Below is a block of records. Copy every line in it that contains the word "Straße".
= Beginning of Section =
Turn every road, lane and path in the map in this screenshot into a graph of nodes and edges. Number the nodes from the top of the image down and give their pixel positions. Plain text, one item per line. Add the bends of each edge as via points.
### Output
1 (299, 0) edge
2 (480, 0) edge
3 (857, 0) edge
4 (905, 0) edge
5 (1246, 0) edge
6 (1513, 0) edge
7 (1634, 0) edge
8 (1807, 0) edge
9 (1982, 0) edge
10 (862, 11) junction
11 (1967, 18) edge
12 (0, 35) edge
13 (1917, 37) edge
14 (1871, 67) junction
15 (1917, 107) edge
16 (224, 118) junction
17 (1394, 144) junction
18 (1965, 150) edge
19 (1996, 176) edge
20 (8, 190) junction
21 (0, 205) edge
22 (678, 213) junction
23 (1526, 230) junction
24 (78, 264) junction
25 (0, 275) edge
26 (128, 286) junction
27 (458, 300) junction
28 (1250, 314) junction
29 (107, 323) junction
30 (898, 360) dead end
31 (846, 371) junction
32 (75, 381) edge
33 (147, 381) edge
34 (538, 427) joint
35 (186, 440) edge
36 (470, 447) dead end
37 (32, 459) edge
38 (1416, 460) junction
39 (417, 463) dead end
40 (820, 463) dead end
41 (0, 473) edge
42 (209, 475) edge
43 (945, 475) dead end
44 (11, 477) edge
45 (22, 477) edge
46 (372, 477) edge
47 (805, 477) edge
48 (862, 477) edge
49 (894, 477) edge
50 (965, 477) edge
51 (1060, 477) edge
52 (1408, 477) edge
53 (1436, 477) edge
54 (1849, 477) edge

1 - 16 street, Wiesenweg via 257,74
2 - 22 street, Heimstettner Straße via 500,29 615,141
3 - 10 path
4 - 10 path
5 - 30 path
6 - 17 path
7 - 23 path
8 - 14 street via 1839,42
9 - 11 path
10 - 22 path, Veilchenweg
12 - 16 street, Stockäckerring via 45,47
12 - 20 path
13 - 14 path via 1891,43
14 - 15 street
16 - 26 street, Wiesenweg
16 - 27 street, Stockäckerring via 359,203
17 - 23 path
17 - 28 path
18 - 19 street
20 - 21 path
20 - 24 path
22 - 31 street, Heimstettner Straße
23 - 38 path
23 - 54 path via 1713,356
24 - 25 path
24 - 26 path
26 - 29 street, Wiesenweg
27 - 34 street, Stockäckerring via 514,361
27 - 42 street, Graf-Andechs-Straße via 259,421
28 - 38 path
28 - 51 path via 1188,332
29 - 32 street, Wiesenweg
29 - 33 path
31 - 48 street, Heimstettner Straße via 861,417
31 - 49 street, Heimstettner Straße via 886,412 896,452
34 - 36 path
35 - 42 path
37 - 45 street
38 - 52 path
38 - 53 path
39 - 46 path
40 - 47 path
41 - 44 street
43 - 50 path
= End of Section =
TASK RESPONSE »
2 - 22 street, Heimstettner Straße via 500,29 615,141
22 - 31 street, Heimstettner Straße
27 - 42 street, Graf-Andechs-Straße via 259,421
31 - 48 street, Heimstettner Straße via 861,417
31 - 49 street, Heimstettner Straße via 886,412 896,452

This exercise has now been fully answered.